应用分子生物学和细胞生物学的研究手段和技术，在茶树自交不亲性机理前期研究的基础上，深入研究茶树自交不亲和过程中基于S-RNase的信号识别及转导机制。本项目拟开展工作：通过SAS-PCR鉴定试验品种茶树S基因型，分离相关雌蕊和花粉S基因并获得基因表达产物；利用酵母双杂交和荧光互补等分析S-RNase的识别机制；应用药理学试剂、荧光探针，共聚焦显微镜和电子显微镜技术，分析S-RNase对自交花粉管中细胞核DNA降解、线粒体结构变化和Cyt c释放的影响，以及S-RNase对自交花粉管中Ca2+浓度及梯度、细胞骨架聚合状态和顶端ROS浓度及分布的影响及其间的信号交叉，进而明确茶树自交不亲和过程中基于S-RNase-Ca2+-ROS的信号转导机制和程序性死亡（PCD）响应途径。该研究对揭示茶树自交不亲和的作用机理，获取纯系茶树资源，促进茶树遗传改良都具有重要科学意义。

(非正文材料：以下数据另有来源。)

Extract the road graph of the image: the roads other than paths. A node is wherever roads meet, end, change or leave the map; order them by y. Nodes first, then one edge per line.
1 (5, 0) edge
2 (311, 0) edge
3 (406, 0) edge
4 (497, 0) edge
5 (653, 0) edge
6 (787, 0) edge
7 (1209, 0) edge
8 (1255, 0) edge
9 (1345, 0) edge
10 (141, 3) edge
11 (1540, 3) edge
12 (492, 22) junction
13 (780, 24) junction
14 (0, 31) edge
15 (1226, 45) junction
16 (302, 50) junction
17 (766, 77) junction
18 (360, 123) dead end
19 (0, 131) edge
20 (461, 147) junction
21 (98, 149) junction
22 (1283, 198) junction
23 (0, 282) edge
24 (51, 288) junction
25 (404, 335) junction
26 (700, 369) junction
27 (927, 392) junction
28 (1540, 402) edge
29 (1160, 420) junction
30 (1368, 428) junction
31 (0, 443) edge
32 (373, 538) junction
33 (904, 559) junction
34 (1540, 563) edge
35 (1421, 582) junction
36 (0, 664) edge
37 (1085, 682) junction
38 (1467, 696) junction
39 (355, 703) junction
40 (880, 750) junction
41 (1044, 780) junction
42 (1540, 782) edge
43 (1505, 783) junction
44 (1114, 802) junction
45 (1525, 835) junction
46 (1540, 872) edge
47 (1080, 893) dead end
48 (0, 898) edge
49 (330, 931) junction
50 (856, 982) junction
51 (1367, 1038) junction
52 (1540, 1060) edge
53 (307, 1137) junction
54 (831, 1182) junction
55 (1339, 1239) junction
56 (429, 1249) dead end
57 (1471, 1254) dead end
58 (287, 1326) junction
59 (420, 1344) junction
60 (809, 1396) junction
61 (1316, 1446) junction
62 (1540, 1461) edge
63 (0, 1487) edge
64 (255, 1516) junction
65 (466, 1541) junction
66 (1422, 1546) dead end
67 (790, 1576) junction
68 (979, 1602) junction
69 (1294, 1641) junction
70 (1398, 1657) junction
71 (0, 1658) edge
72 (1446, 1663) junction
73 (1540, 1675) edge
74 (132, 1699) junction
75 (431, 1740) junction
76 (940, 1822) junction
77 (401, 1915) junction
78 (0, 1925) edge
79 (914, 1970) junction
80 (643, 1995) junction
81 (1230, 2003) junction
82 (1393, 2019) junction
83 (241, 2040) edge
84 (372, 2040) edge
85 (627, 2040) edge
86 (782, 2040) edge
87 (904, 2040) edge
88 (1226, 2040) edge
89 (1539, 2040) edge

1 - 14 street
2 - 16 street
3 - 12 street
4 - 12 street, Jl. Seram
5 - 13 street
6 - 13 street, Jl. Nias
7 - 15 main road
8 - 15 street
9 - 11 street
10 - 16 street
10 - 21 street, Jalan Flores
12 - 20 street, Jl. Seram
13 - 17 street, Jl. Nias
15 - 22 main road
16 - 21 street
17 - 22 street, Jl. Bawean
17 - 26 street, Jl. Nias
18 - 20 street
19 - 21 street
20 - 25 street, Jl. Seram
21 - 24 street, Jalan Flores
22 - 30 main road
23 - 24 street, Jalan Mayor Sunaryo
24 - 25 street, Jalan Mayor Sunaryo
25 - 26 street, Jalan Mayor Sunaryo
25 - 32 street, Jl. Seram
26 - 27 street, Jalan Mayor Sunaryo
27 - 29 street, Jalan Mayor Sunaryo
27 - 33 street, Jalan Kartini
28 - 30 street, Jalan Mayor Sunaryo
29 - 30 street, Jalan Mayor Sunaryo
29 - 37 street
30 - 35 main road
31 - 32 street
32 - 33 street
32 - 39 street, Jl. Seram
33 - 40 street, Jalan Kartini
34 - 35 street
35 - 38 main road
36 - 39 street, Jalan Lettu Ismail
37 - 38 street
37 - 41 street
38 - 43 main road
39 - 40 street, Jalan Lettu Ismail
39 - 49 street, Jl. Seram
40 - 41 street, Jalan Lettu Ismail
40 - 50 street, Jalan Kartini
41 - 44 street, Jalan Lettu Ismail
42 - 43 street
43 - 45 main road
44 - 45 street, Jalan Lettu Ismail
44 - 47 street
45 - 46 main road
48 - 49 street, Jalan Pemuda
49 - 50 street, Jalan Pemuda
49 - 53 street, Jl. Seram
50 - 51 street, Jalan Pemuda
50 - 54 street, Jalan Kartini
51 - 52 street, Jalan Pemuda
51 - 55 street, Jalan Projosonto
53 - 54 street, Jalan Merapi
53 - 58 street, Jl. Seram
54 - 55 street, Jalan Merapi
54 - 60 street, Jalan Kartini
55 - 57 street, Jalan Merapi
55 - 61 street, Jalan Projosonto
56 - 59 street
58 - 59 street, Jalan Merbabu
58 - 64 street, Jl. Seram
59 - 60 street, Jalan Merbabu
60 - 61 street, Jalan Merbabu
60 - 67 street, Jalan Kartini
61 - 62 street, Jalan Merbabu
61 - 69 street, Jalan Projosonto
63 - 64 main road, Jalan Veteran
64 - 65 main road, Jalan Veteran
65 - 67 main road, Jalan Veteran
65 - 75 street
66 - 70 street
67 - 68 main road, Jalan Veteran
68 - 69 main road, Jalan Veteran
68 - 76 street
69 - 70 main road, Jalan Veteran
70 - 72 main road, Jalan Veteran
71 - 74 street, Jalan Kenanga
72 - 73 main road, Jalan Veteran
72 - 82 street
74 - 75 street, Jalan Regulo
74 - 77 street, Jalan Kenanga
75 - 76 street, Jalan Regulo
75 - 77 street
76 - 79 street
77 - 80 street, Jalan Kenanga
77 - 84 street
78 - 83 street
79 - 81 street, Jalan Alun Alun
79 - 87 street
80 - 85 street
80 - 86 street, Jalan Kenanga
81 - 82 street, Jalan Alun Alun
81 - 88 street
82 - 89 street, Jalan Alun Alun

According to the basis of previous study on the mechanism on Camellia sinensis self-incompatibility, signal recognition and transduction mechanism based on S-RNase will be deeply research using molecular biology and cell biology techniques。wherefore，this new project is designed to research the following works: Appraising the type of S-Gene of the test varieties C. sinensis, and cloning cDNA full length of S-Gene in the pistil and pollen using RACE; analyzing the recognition mechanism of S-RNase using yeast two hybrid and bimolecular fluorescence complementation technology；By using the related pharmacological reagents，fluorescent probe and microscope technology，analyzing the effects of S-RNase on degradation of nuclear DNA， structural changes of mitochondria， release of Cyt c，concentration and gradient of Ca2+，polymerization status of cytoskeleton and concentration and distribution of ROS，so as to clear the signal transduction mechanism and PCD response pathway based on S-RNase-Ca2+-ROS in the process of C. sinensis self-incompatibility，and then to determine the mechanism of C. sinensis self-incompatibility. The results from the research work mentioned above can also provide the scientific theory basis for the study on the genetic breeding of tea plant and the obtaining for pure line tea cultivars.